● WHAT TO WORK ON: May I please have every record restated word for word, with the images left out?
----
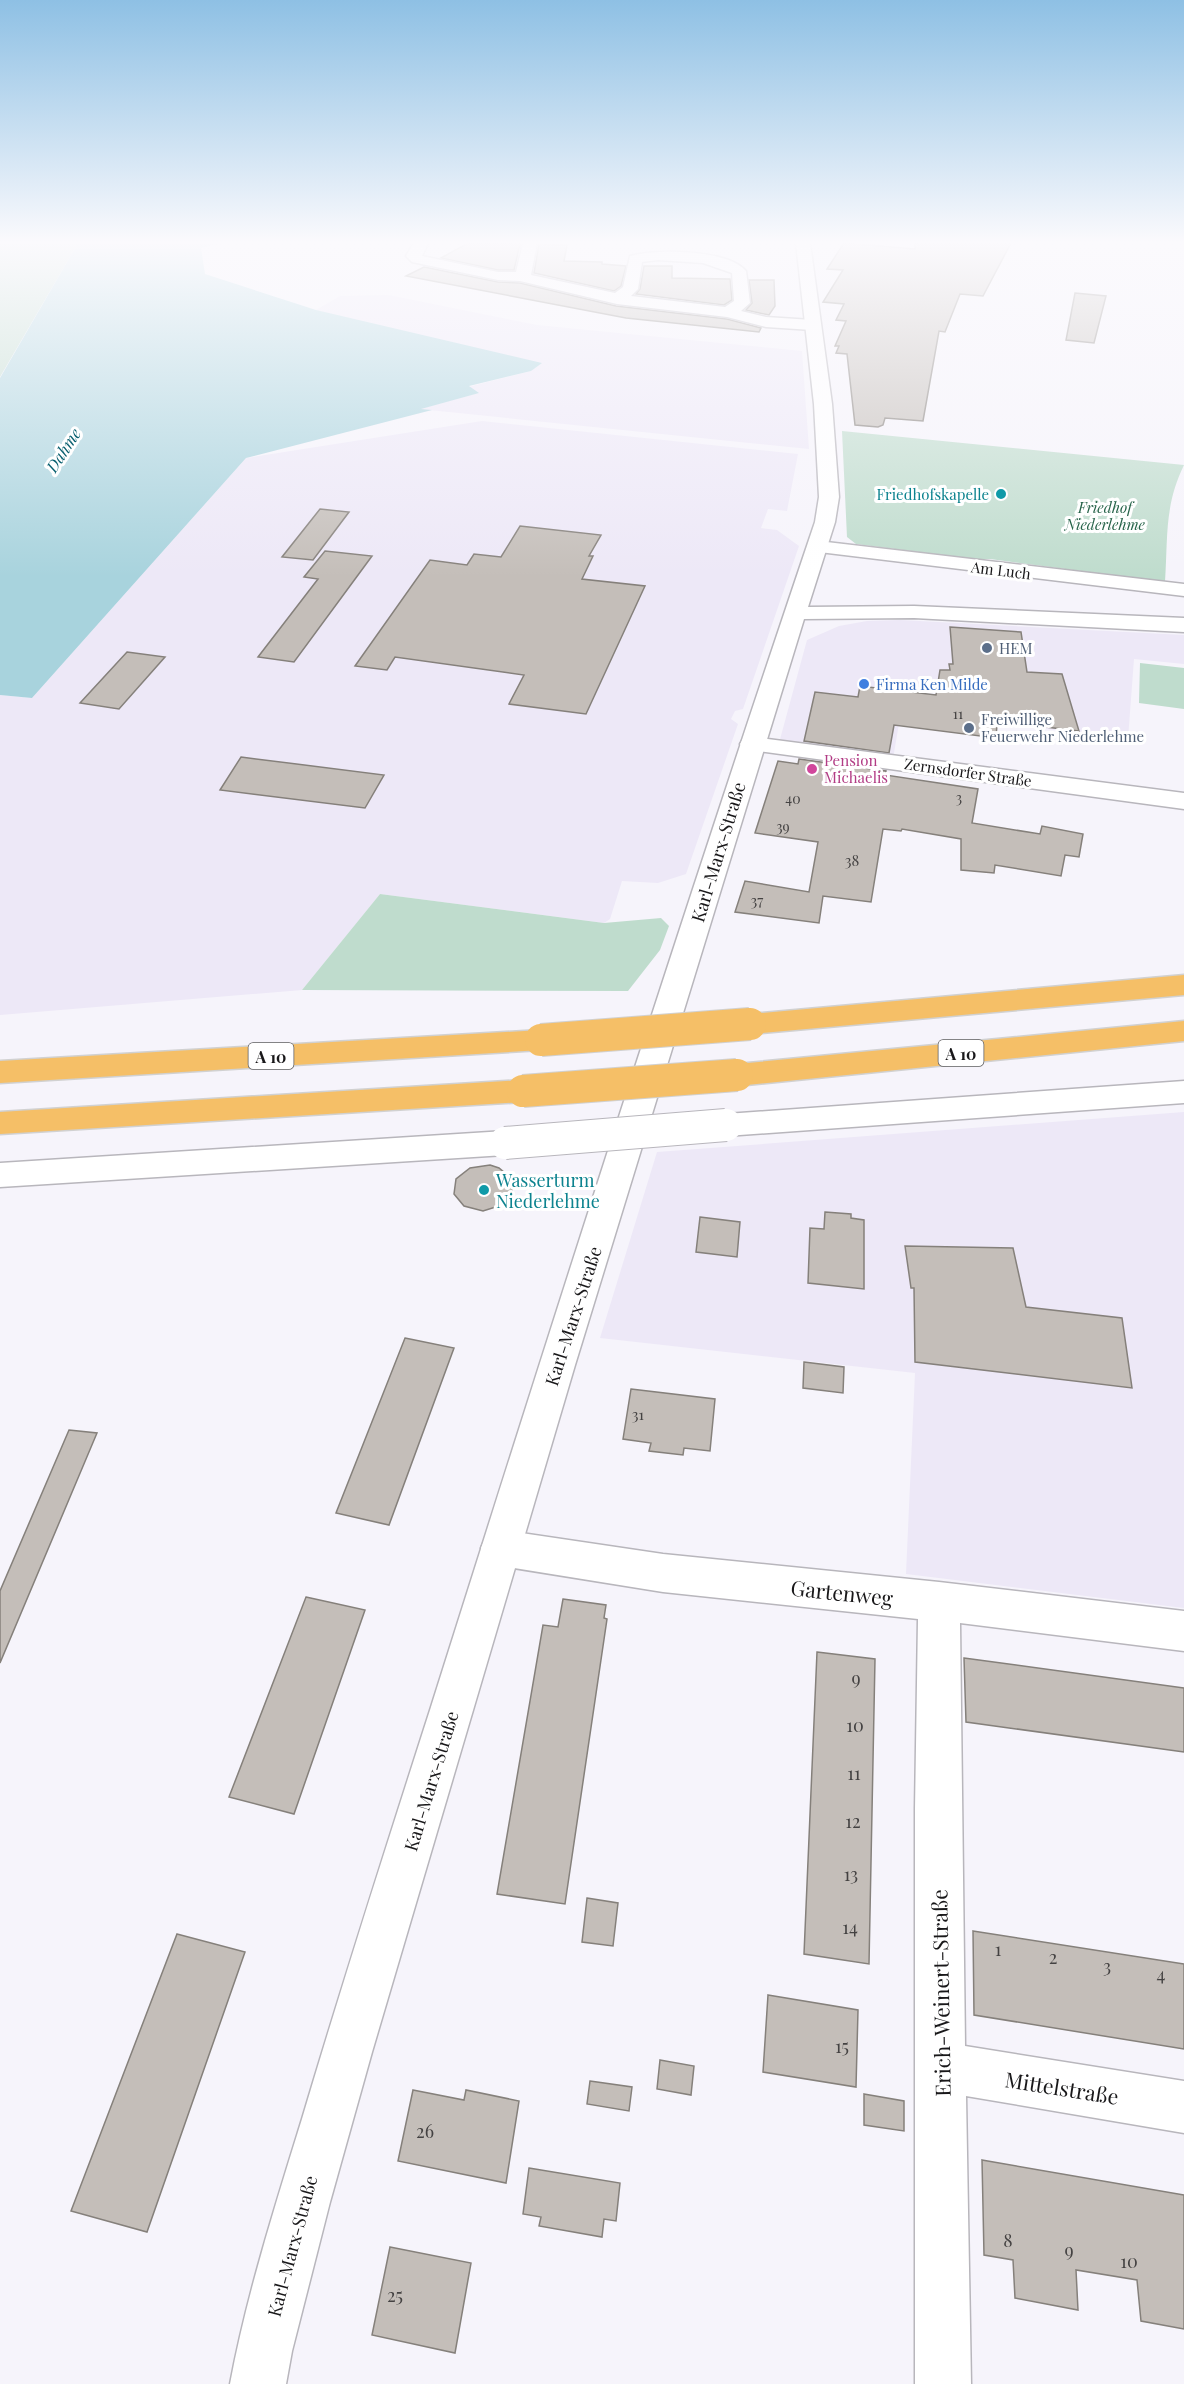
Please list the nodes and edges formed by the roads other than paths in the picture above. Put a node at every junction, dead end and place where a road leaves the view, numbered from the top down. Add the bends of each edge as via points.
1 (816, 354) edge
2 (818, 547) junction
3 (1184, 590) edge
4 (799, 604) junction
5 (1184, 625) edge
6 (752, 744) junction
7 (1184, 801) edge
8 (1184, 985) edge
9 (1184, 1031) edge
10 (0, 1072) edge
11 (1184, 1092) edge
12 (0, 1123) edge
13 (0, 1175) edge
14 (501, 1548) junction
15 (939, 1601) junction
16 (1184, 1631) edge
17 (941, 2067) junction
18 (1184, 2107) edge
19 (258, 2384) edge
20 (944, 2384) edge

1 - 2 street, Karl-Marx-Straße via 829,497
2 - 3 street, Am Luch
2 - 4 street, Karl-Marx-Straße
4 - 5 street via 814,614 914,612
4 - 6 street, Karl-Marx-Straße
6 - 7 street, Zernsdorfer Straße
6 - 14 street, Karl-Marx-Straße
8 - 10 highway, A 10, bridge via 541,1040
9 - 12 highway, A 10, bridge via 737,1075
11 - 13 street, bridge via 505,1143
14 - 15 street, Gartenweg via 714,1579
14 - 19 street, Karl-Marx-Straße via 341,2074 294,2236
15 - 16 street, Gartenweg
15 - 17 street, Erich-Weinert-Straße
17 - 18 street, Mittelstraße
17 - 20 street, Erich-Weinert-Straße

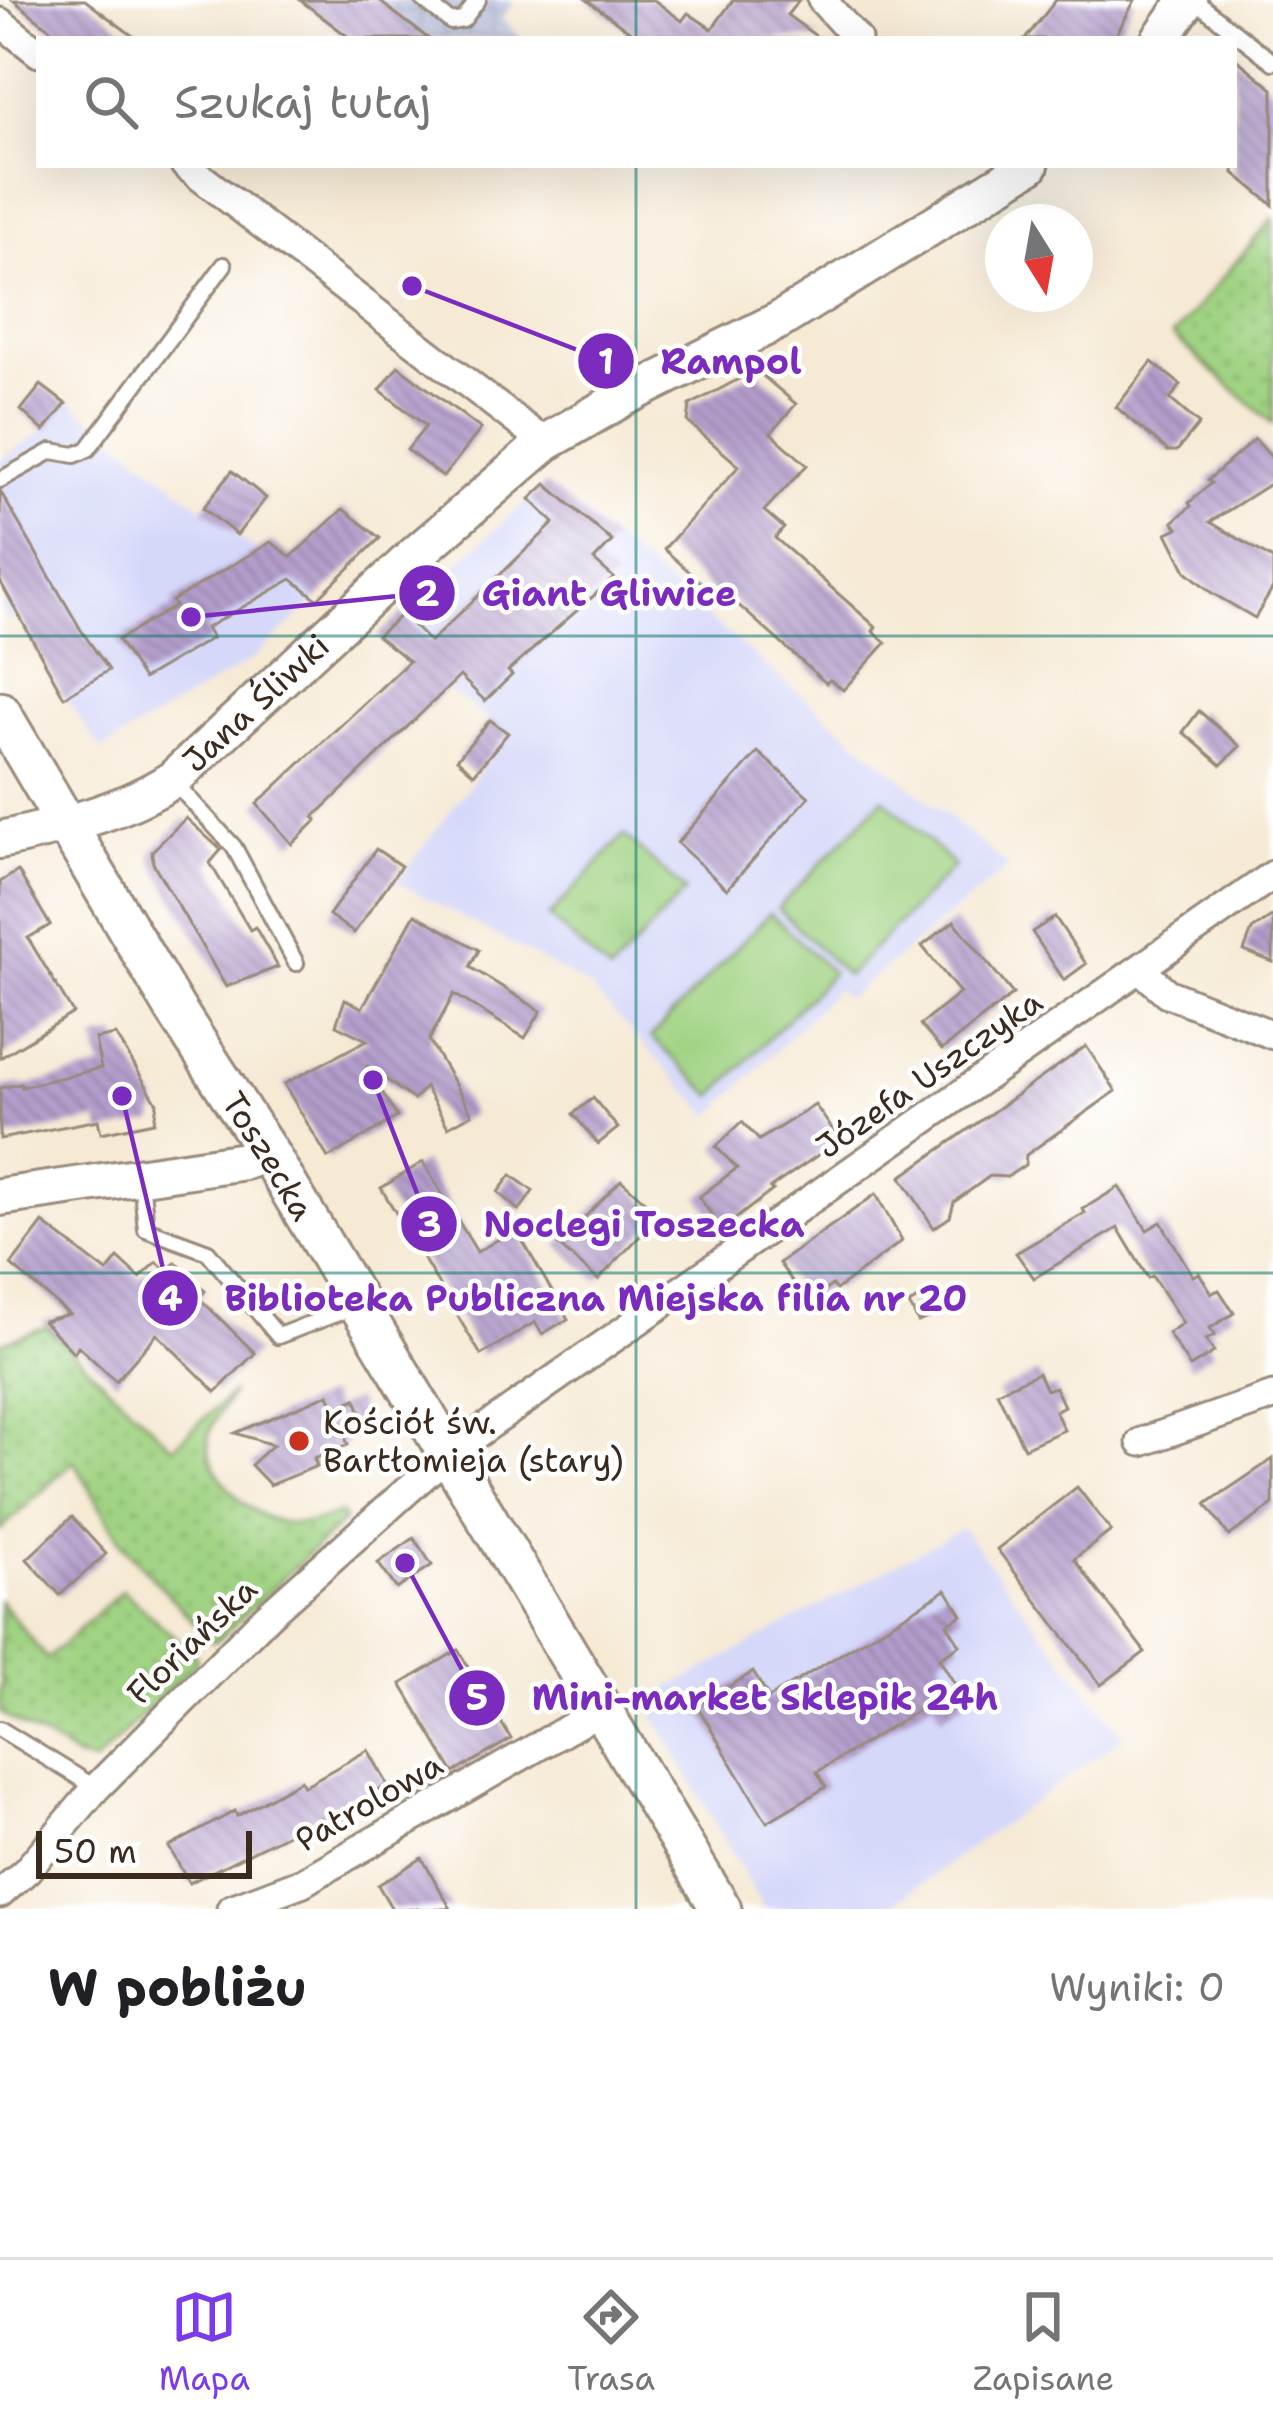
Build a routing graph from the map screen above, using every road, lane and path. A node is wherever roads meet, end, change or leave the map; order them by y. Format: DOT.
graph roads {
  1 [pos="423,0"];
  2 [pos="478,0"];
  3 [pos="822,0"];
  4 [pos="1191,0"];
  5 [pos="0,22"];
  6 [pos="854,36"];
  7 [pos="1162,36"];
  8 [pos="36,50"];
  9 [pos="1273,62"];
  10 [pos="189,168"];
  11 [pos="1019,168"];
  12 [pos="224,266"];
  13 [pos="545,443"];
  14 [pos="0,480"];
  15 [pos="0,712"];
  16 [pos="172,780"];
  17 [pos="68,826"];
  18 [pos="0,840"];
  19 [pos="1273,875"];
  20 [pos="296,963"];
  21 [pos="1140,969"];
  22 [pos="1273,1035"];
  23 [pos="268,1153"];
  24 [pos="141,1177"];
  25 [pos="0,1197"];
  26 [pos="359,1304"];
  27 [pos="1273,1396"];
  28 [pos="1141,1442"];
  29 [pos="448,1454"];
  30 [pos="601,1710"];
  31 [pos="0,1729"];
  32 [pos="96,1788"];
  33 [pos="0,1894"];
  34 [pos="231,1909"];
  35 [pos="721,1909"];
  1 -- 2 [label="lane"];
  3 -- 6 [label="street"];
  4 -- 7 [label="street"];
  4 -- 9 [label="lane"];
  5 -- 8 [label="street"];
  10 -- 13 [label="street"];
  11 -- 13 [label="street, Jana Śliwki"];
  12 -- 14 [label="lane"];
  13 -- 16 [label="street, Jana Śliwki"];
  15 -- 17 [label="main road, Toszecka"];
  16 -- 17 [label="street, Jana Śliwki"];
  16 -- 20 [label="lane"];
  17 -- 18 [label="street, Jana Śliwki"];
  17 -- 23 [label="main road, Toszecka"];
  19 -- 21 [label="street, Józefa Uszczyka"];
  21 -- 22 [label="street"];
  21 -- 29 [label="street, Józefa Uszczyka"];
  23 -- 24 [label="street"];
  23 -- 26 [label="main road, Toszecka"];
  24 -- 25 [label="street"];
  24 -- 26 [label="lane"];
  26 -- 29 [label="main road, Toszecka"];
  27 -- 28 [label="street"];
  29 -- 30 [label="main road, Toszecka"];
  29 -- 32 [label="street, Floriańska"];
  30 -- 34 [label="street, Patrolowa"];
  30 -- 35 [label="main road, Toszecka"];
  31 -- 32 [label="lane"];
  32 -- 33 [label="street, Floriańska"];
}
----
● WRITTEN ANSWER:
Please list the nodes and edges formed by the roads other than paths in the picture above. Put a node at every junction, dead end and place where a road leaves the view, numbered from the top down. Add the bends of each edge as via points.
1 (816, 354) edge
2 (818, 547) junction
3 (1184, 590) edge
4 (799, 604) junction
5 (1184, 625) edge
6 (752, 744) junction
7 (1184, 801) edge
8 (1184, 985) edge
9 (1184, 1031) edge
10 (0, 1072) edge
11 (1184, 1092) edge
12 (0, 1123) edge
13 (0, 1175) edge
14 (501, 1548) junction
15 (939, 1601) junction
16 (1184, 1631) edge
17 (941, 2067) junction
18 (1184, 2107) edge
19 (258, 2384) edge
20 (944, 2384) edge

1 - 2 street, Karl-Marx-Straße via 829,497
2 - 3 street, Am Luch
2 - 4 street, Karl-Marx-Straße
4 - 5 street via 814,614 914,612
4 - 6 street, Karl-Marx-Straße
6 - 7 street, Zernsdorfer Straße
6 - 14 street, Karl-Marx-Straße
8 - 10 highway, A 10, bridge via 541,1040
9 - 12 highway, A 10, bridge via 737,1075
11 - 13 street, bridge via 505,1143
14 - 15 street, Gartenweg via 714,1579
14 - 19 street, Karl-Marx-Straße via 341,2074 294,2236
15 - 16 street, Gartenweg
15 - 17 street, Erich-Weinert-Straße
17 - 18 street, Mittelstraße
17 - 20 street, Erich-Weinert-Straße

Build a routing graph from the map screen above, using every road, lane and path. A node is wherever roads meet, end, change or leave the map; order them by y. Format: DOT.
graph roads {
  1 [pos="423,0"];
  2 [pos="478,0"];
  3 [pos="822,0"];
  4 [pos="1191,0"];
  5 [pos="0,22"];
  6 [pos="854,36"];
  7 [pos="1162,36"];
  8 [pos="36,50"];
  9 [pos="1273,62"];
  10 [pos="189,168"];
  11 [pos="1019,168"];
  12 [pos="224,266"];
  13 [pos="545,443"];
  14 [pos="0,480"];
  15 [pos="0,712"];
  16 [pos="172,780"];
  17 [pos="68,826"];
  18 [pos="0,840"];
  19 [pos="1273,875"];
  20 [pos="296,963"];
  21 [pos="1140,969"];
  22 [pos="1273,1035"];
  23 [pos="268,1153"];
  24 [pos="141,1177"];
  25 [pos="0,1197"];
  26 [pos="359,1304"];
  27 [pos="1273,1396"];
  28 [pos="1141,1442"];
  29 [pos="448,1454"];
  30 [pos="601,1710"];
  31 [pos="0,1729"];
  32 [pos="96,1788"];
  33 [pos="0,1894"];
  34 [pos="231,1909"];
  35 [pos="721,1909"];
  1 -- 2 [label="lane"];
  3 -- 6 [label="street"];
  4 -- 7 [label="street"];
  4 -- 9 [label="lane"];
  5 -- 8 [label="street"];
  10 -- 13 [label="street"];
  11 -- 13 [label="street, Jana Śliwki"];
  12 -- 14 [label="lane"];
  13 -- 16 [label="street, Jana Śliwki"];
  15 -- 17 [label="main road, Toszecka"];
  16 -- 17 [label="street, Jana Śliwki"];
  16 -- 20 [label="lane"];
  17 -- 18 [label="street, Jana Śliwki"];
  17 -- 23 [label="main road, Toszecka"];
  19 -- 21 [label="street, Józefa Uszczyka"];
  21 -- 22 [label="street"];
  21 -- 29 [label="street, Józefa Uszczyka"];
  23 -- 24 [label="street"];
  23 -- 26 [label="main road, Toszecka"];
  24 -- 25 [label="street"];
  24 -- 26 [label="lane"];
  26 -- 29 [label="main road, Toszecka"];
  27 -- 28 [label="street"];
  29 -- 30 [label="main road, Toszecka"];
  29 -- 32 [label="street, Floriańska"];
  30 -- 34 [label="street, Patrolowa"];
  30 -- 35 [label="main road, Toszecka"];
  31 -- 32 [label="lane"];
  32 -- 33 [label="street, Floriańska"];
}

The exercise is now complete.